[WHAT IS EXPECTED] What is needed is the exact text of each line in the listing below from the one with "Extract the road" up to and including the one with "Write the network", and no pictures.

■ ■ ■ ■ ■ ■ ■

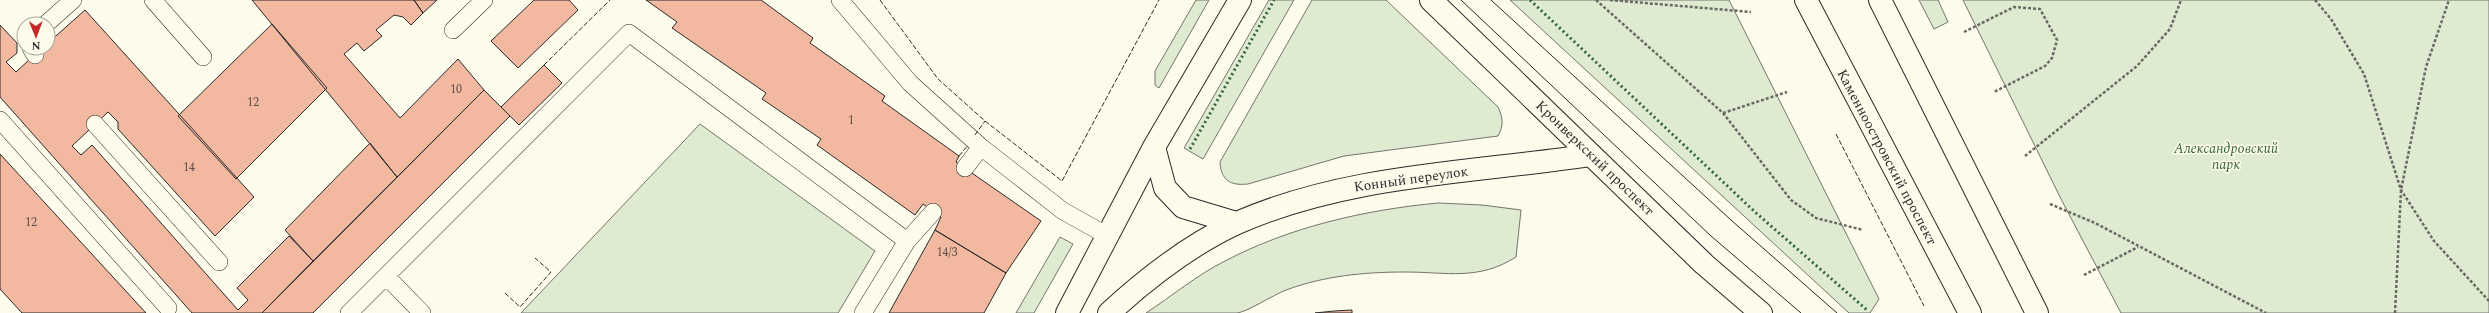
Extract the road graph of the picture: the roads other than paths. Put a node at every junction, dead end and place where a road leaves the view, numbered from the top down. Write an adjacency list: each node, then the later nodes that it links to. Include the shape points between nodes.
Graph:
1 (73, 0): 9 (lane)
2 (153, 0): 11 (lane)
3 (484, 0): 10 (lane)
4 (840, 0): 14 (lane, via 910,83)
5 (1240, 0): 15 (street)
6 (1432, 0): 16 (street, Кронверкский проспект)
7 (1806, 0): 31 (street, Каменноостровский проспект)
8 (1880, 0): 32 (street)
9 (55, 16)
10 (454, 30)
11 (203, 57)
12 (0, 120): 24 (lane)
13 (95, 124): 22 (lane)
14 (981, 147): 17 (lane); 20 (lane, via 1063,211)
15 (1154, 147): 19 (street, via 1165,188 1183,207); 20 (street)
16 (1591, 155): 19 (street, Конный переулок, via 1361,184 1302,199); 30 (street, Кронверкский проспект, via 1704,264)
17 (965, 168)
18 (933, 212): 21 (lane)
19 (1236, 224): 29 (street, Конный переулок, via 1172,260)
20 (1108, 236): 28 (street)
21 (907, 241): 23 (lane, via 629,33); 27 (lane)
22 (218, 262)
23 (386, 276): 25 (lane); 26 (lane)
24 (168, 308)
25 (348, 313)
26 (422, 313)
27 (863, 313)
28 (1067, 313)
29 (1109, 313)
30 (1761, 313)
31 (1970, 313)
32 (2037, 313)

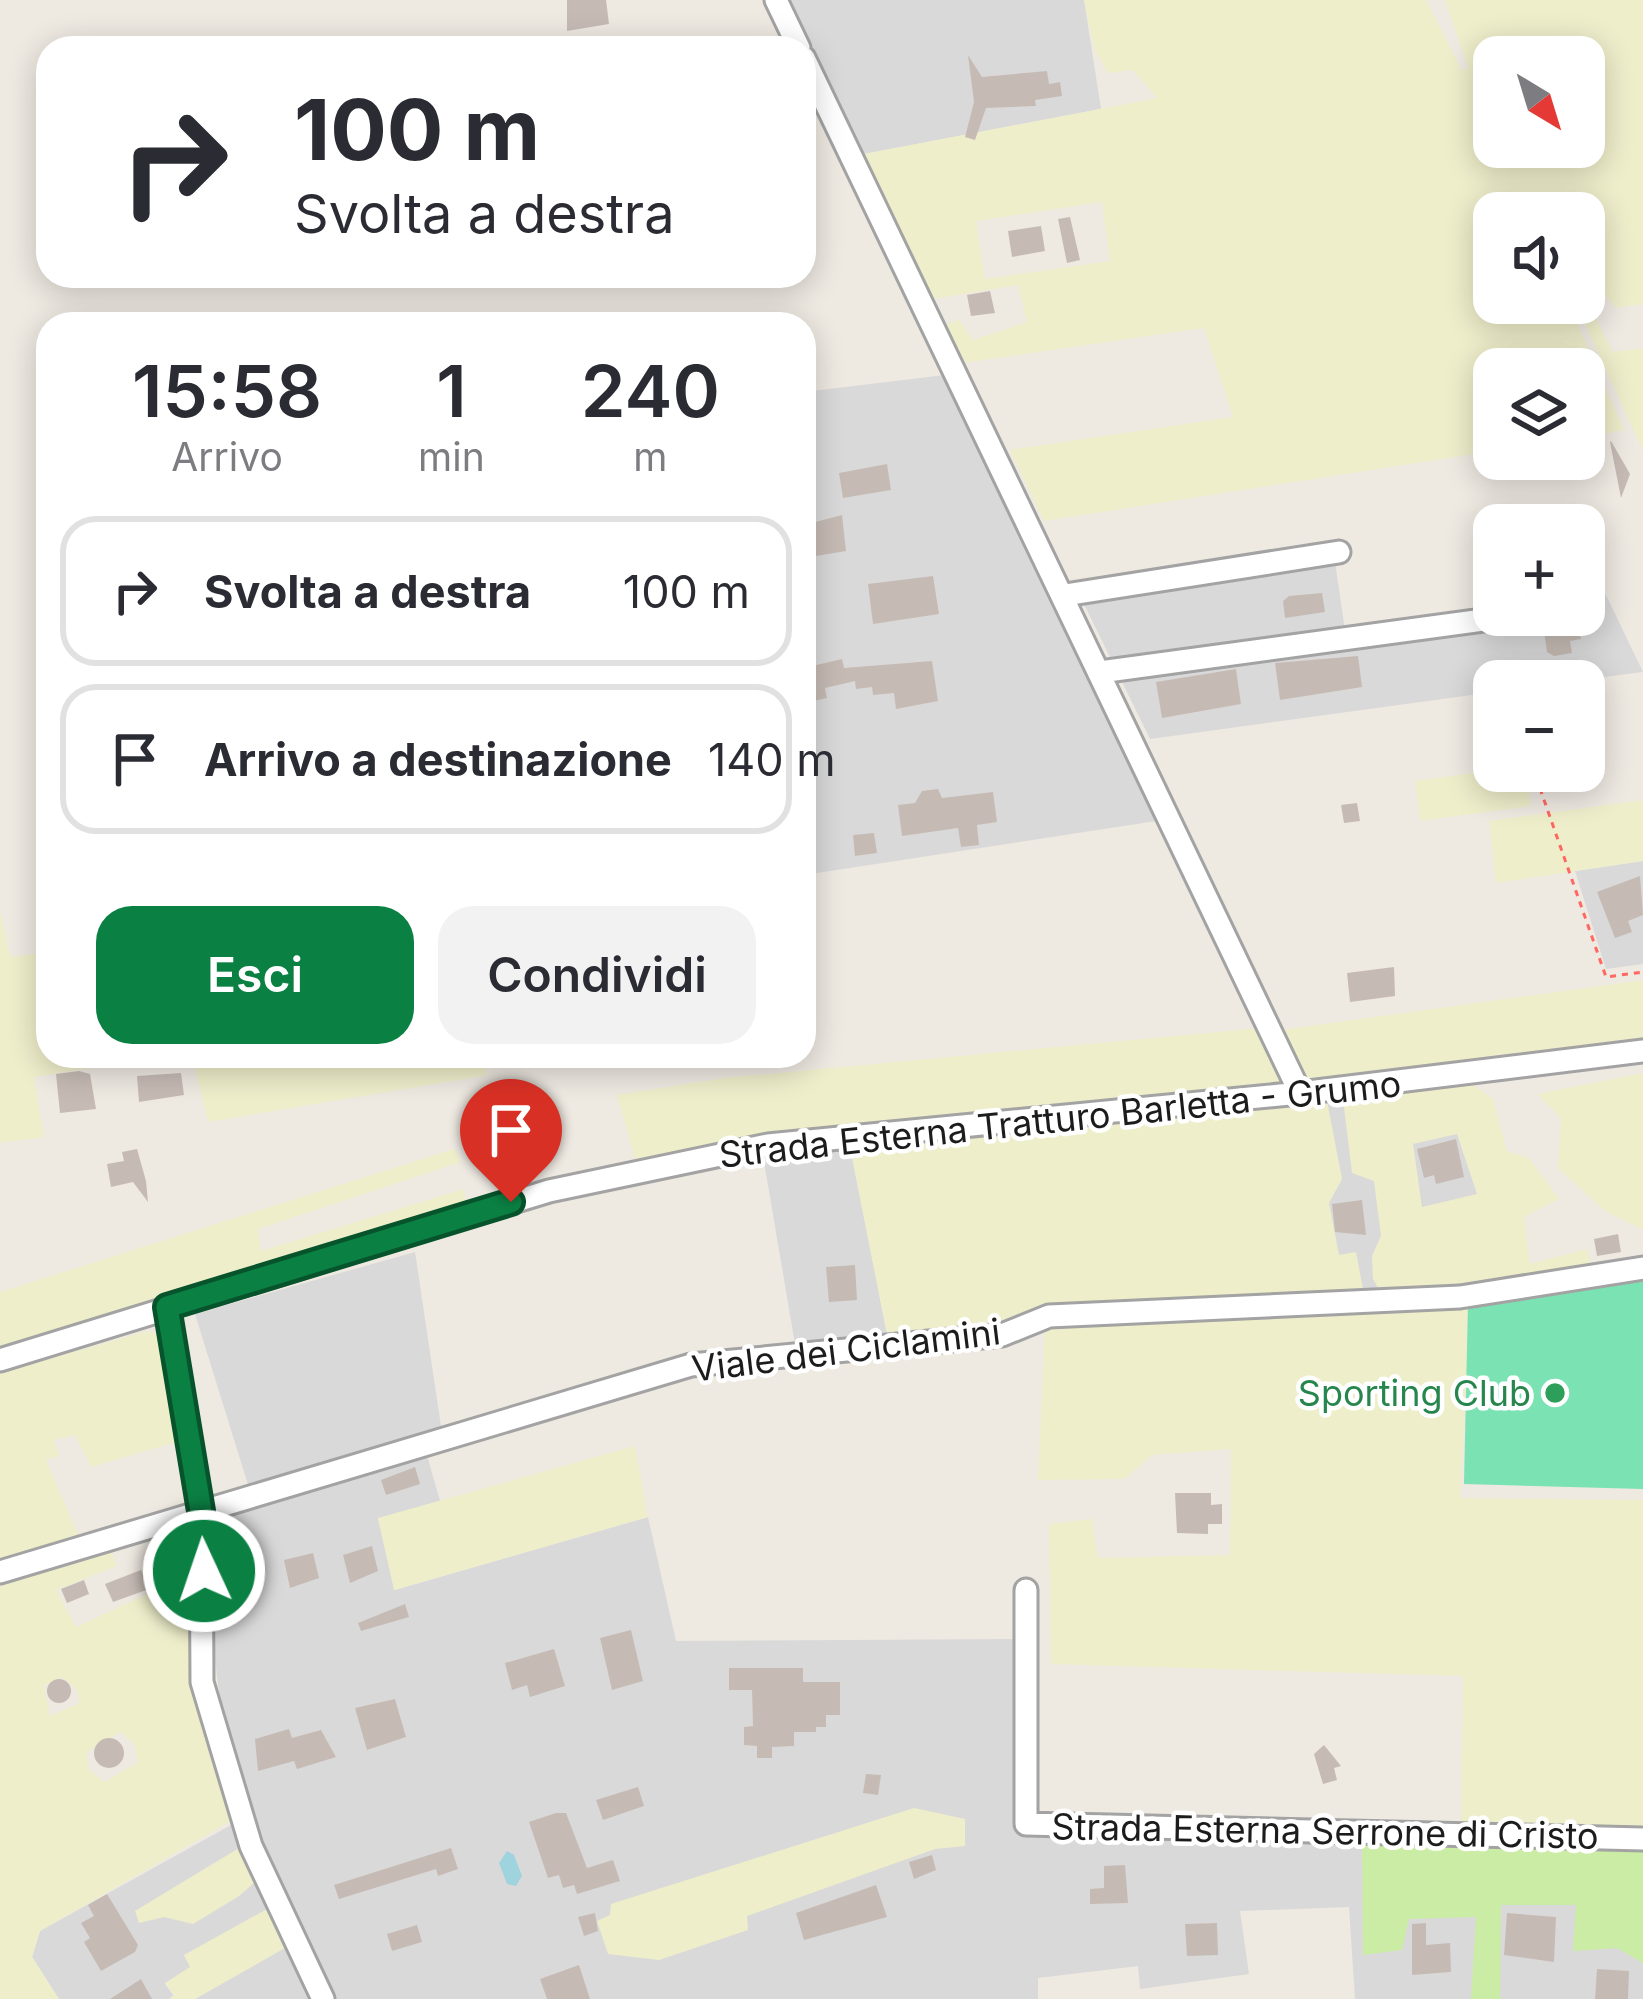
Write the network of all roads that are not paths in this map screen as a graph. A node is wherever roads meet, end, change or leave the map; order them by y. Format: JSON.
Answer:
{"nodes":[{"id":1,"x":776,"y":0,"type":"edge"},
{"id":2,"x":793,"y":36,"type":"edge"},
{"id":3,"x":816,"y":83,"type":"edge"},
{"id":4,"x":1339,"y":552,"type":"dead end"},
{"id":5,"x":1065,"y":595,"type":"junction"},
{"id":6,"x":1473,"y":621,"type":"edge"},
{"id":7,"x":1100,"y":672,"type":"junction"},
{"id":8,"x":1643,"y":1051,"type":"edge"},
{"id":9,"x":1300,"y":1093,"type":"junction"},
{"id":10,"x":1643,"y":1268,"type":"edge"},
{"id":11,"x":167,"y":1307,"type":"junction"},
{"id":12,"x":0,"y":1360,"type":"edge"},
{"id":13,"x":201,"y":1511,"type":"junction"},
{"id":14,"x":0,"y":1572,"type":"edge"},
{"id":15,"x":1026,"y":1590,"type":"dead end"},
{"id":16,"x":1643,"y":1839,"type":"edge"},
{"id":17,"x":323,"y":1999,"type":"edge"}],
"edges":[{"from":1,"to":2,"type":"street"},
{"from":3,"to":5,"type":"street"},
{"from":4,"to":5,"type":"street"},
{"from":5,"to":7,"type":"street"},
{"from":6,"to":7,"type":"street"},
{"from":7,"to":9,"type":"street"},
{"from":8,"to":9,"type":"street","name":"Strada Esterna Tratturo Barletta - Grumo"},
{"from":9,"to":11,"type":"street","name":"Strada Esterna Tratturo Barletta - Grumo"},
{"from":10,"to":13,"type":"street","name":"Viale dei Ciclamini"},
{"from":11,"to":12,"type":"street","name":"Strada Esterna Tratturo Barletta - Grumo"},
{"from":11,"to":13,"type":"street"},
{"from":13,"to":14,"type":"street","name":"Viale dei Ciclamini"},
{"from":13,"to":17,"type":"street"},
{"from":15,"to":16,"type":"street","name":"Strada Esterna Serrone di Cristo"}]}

■ ■ ■ ■ ■ ■ ■

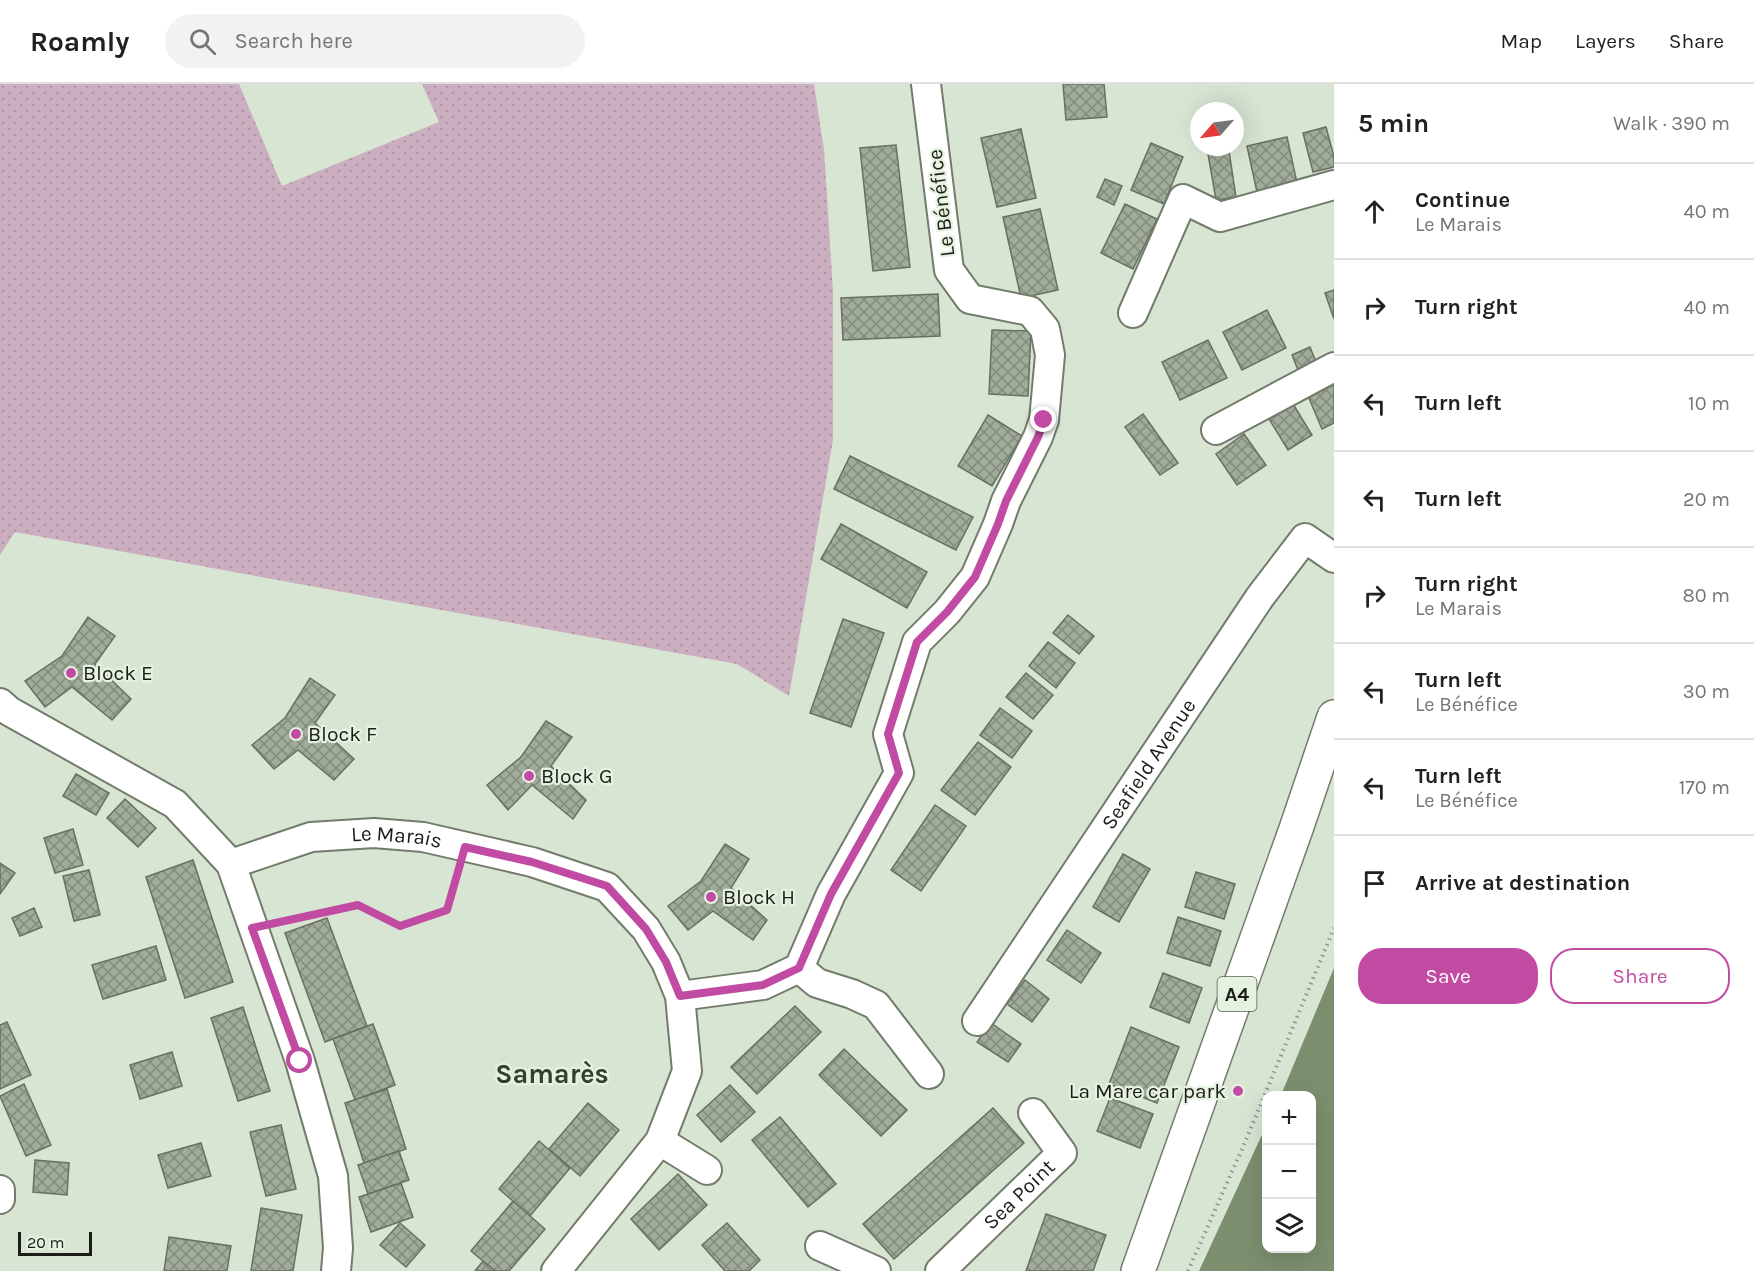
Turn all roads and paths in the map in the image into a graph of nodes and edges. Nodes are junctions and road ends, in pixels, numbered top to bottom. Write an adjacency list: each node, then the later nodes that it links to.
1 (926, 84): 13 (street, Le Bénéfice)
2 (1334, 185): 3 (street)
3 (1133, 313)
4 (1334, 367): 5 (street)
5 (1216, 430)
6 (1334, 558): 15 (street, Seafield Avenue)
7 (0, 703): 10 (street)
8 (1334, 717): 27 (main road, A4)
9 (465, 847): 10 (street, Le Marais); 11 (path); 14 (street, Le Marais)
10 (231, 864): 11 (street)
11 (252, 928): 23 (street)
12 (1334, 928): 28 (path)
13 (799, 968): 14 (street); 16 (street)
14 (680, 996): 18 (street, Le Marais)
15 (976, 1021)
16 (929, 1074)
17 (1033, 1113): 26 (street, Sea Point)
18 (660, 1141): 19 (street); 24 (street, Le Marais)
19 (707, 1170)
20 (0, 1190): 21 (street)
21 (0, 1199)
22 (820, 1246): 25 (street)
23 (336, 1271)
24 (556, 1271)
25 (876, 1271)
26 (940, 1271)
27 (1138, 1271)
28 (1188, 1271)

■ ■ ■ ■ ■ ■ ■

[OUTPUT BELOW]
Extract the road graph of the picture: the roads other than paths. Put a node at every junction, dead end and place where a road leaves the view, numbered from the top down. Write an adjacency list: each node, then the later nodes that it links to. Include the shape points between nodes.
Graph:
1 (73, 0): 9 (lane)
2 (153, 0): 11 (lane)
3 (484, 0): 10 (lane)
4 (840, 0): 14 (lane, via 910,83)
5 (1240, 0): 15 (street)
6 (1432, 0): 16 (street, Кронверкский проспект)
7 (1806, 0): 31 (street, Каменноостровский проспект)
8 (1880, 0): 32 (street)
9 (55, 16)
10 (454, 30)
11 (203, 57)
12 (0, 120): 24 (lane)
13 (95, 124): 22 (lane)
14 (981, 147): 17 (lane); 20 (lane, via 1063,211)
15 (1154, 147): 19 (street, via 1165,188 1183,207); 20 (street)
16 (1591, 155): 19 (street, Конный переулок, via 1361,184 1302,199); 30 (street, Кронверкский проспект, via 1704,264)
17 (965, 168)
18 (933, 212): 21 (lane)
19 (1236, 224): 29 (street, Конный переулок, via 1172,260)
20 (1108, 236): 28 (street)
21 (907, 241): 23 (lane, via 629,33); 27 (lane)
22 (218, 262)
23 (386, 276): 25 (lane); 26 (lane)
24 (168, 308)
25 (348, 313)
26 (422, 313)
27 (863, 313)
28 (1067, 313)
29 (1109, 313)
30 (1761, 313)
31 (1970, 313)
32 (2037, 313)

Write the network of all roads that are not paths in this map screen as a graph. A node is wherever roads meet, end, change or leave the map; order them by y. Format: JSON.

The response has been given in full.